**Task to complete**. For every entry, output the exact wording.

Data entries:
━━━
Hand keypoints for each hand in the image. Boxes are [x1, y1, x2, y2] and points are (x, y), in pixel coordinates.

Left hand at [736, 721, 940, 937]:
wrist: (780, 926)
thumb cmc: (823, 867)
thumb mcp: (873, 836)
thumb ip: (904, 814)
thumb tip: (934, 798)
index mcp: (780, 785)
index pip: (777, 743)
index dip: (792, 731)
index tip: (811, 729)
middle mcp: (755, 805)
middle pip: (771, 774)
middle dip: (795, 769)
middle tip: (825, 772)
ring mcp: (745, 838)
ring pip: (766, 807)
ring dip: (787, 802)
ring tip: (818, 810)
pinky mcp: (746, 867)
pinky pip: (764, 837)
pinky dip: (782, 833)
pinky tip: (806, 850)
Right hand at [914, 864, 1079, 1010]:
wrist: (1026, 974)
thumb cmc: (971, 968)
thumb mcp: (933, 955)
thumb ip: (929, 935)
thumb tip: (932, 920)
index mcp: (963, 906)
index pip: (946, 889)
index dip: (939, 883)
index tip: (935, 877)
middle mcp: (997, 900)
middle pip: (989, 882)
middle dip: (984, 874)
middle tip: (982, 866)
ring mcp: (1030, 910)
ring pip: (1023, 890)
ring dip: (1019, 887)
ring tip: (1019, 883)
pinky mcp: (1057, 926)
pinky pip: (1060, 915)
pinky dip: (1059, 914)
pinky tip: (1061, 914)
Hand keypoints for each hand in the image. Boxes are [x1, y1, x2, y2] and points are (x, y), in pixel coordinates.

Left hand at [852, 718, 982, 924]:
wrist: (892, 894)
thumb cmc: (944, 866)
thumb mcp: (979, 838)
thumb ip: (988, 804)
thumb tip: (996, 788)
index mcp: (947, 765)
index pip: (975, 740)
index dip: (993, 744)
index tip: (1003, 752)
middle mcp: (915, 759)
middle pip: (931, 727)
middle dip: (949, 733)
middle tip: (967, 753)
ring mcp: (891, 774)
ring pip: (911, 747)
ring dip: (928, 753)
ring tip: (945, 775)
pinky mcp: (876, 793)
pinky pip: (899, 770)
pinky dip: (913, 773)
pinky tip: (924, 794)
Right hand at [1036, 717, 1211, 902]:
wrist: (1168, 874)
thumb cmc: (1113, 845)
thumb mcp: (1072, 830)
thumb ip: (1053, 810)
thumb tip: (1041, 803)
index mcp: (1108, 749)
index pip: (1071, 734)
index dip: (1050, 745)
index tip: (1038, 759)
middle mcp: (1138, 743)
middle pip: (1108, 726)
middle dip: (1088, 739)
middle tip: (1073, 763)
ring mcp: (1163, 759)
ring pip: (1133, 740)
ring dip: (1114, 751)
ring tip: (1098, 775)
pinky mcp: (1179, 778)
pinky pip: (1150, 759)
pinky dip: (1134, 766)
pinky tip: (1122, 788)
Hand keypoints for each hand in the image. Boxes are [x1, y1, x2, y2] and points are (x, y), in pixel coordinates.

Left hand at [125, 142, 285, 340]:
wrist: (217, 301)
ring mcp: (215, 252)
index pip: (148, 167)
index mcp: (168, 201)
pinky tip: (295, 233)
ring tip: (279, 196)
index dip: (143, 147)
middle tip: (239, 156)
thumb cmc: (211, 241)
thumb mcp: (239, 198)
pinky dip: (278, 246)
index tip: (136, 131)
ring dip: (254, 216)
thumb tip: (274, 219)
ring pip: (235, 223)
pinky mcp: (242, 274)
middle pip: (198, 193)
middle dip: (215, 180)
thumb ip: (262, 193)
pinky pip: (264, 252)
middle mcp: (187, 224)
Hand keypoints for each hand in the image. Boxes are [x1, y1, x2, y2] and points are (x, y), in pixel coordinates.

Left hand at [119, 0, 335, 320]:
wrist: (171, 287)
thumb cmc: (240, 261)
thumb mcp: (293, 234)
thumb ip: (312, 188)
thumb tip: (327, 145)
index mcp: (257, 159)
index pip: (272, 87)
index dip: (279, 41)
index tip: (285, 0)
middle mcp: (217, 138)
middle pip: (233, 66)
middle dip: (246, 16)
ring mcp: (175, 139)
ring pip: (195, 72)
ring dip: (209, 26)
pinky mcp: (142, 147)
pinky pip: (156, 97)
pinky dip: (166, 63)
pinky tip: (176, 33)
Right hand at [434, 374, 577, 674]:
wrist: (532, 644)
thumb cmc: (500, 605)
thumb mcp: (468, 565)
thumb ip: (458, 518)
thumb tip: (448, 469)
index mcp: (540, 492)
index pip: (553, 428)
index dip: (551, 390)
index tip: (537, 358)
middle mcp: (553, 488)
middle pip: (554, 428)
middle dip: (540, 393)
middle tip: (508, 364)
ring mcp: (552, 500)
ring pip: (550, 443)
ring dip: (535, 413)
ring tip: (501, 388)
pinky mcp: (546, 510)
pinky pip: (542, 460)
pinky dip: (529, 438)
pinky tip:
━━━
**Solution to this problem**.
Hand keypoints for each hand in the image. Boxes are [x1, y1, x2, y2] and points are (x, y), in pixel coordinates.

Left hand at [736, 721, 940, 937]:
wrist: (780, 926)
thumb cmc: (823, 867)
thumb mcp: (873, 836)
thumb ip: (904, 814)
thumb tip: (934, 798)
index mcp: (780, 785)
index pip: (777, 743)
index dip: (792, 731)
index tip: (811, 729)
middle mcp: (755, 805)
middle pip: (771, 774)
middle dip: (795, 769)
middle tip: (825, 772)
ring mcp: (745, 838)
ring pip: (766, 807)
ring dip: (787, 802)
ring tip: (818, 810)
pinky mcp: (746, 867)
pinky pip: (764, 837)
pinky dip: (782, 833)
pinky tip: (806, 850)
Right hand at [914, 864, 1079, 1010]:
wrist: (1026, 974)
thumb cmc: (971, 968)
thumb mcp: (933, 955)
thumb ip: (929, 935)
thumb tip: (932, 920)
index mcp: (963, 906)
index pip: (946, 889)
index dip: (939, 883)
index tip: (935, 877)
middle mcp: (997, 900)
middle pip: (989, 882)
middle dip: (984, 874)
middle tip: (982, 866)
ring mcp: (1030, 910)
ring pip: (1023, 890)
ring dip: (1019, 887)
ring tip: (1019, 883)
pinky mcp: (1057, 926)
pinky pip: (1060, 915)
pinky dip: (1059, 914)
pinky tip: (1061, 914)
Hand keypoints for each hand in the image. Boxes are [x1, y1, x2, y2] and points are (x, y), in pixel coordinates.

Left hand at [852, 718, 982, 924]:
wrist: (892, 894)
thumb cmc: (944, 866)
thumb mcp: (979, 838)
thumb ip: (988, 804)
thumb tip: (996, 788)
index mcp: (947, 765)
index pip: (975, 740)
index dip: (993, 744)
index tip: (1003, 752)
middle mcp: (915, 759)
middle pip: (931, 727)
middle dip: (949, 733)
middle tip: (967, 753)
ring mcp: (891, 774)
ring pip: (911, 747)
ring dip: (928, 753)
ring tip: (945, 775)
pinky mcp: (876, 793)
pinky pip: (899, 770)
pinky dip: (913, 773)
pinky tip: (924, 794)
Right hand at [1036, 717, 1211, 902]:
wrist: (1168, 874)
thumb cmc: (1113, 845)
thumb mcp: (1072, 830)
thumb ip: (1053, 810)
thumb tip: (1041, 803)
index mcp: (1108, 749)
index pip: (1071, 734)
index dip: (1050, 745)
index tip: (1038, 759)
middle mcp: (1138, 743)
middle pip: (1108, 726)
middle dip: (1088, 739)
middle tip: (1073, 763)
ring mcp: (1163, 759)
ring pip: (1133, 740)
ring dip: (1114, 751)
ring tip: (1098, 775)
pinky mcp: (1179, 778)
pinky pip: (1150, 759)
pinky dip: (1134, 766)
pinky tip: (1122, 788)
Hand keypoints for each hand in the image. Boxes are [x1, y1, x2, y2] and points are (x, y), in pixel coordinates.

Left hand at [125, 142, 285, 340]:
wrist: (217, 301)
ring mcp: (215, 252)
index pip: (148, 167)
index mcp: (168, 201)
pinky tip: (295, 233)
ring tip: (279, 196)
index dip: (143, 147)
middle tip: (239, 156)
thumb cmc: (211, 241)
thumb mcp: (239, 198)
pinky dip: (278, 246)
index tip: (136, 131)
ring dip: (254, 216)
thumb tip: (274, 219)
ring pip: (235, 223)
pinky mcp: (242, 274)
middle pip: (198, 193)
middle dip: (215, 180)
thumb ip: (262, 193)
pinky pip: (264, 252)
middle mcp: (187, 224)
Hand keypoints for each hand in the image. Boxes are [x1, y1, x2, y2] and points are (x, y), in pixel coordinates.

Left hand at [119, 0, 335, 320]:
wrist: (171, 287)
thumb cmc: (240, 261)
thumb mcp: (293, 234)
thumb ip: (312, 188)
thumb tip: (327, 145)
index mcp: (257, 159)
index pip: (272, 87)
index dip: (279, 41)
index tip: (285, 0)
middle mcp: (217, 138)
middle pip: (233, 66)
middle dip: (246, 16)
ring mcp: (175, 139)
ring pip: (195, 72)
ring dip: (209, 26)
pinky mcp: (142, 147)
pinky pip: (156, 97)
pinky dip: (166, 63)
pinky tip: (176, 33)
Right hand at [434, 374, 577, 674]:
wrist: (532, 644)
thumb cmc: (500, 605)
thumb mcp: (468, 565)
thumb ip: (458, 518)
thumb tip: (448, 469)
index mcp: (540, 492)
index pip: (553, 428)
index dip: (551, 390)
index tip: (537, 358)
middle mcp: (553, 488)
middle pip: (554, 428)
middle dip: (540, 393)
middle tip: (508, 364)
ring mcp: (552, 500)
ring pip: (550, 443)
ring dip: (535, 413)
ring tip: (501, 388)
pinky mcp: (546, 510)
pinky pip: (542, 460)
pinky dip: (529, 438)
pinky tip:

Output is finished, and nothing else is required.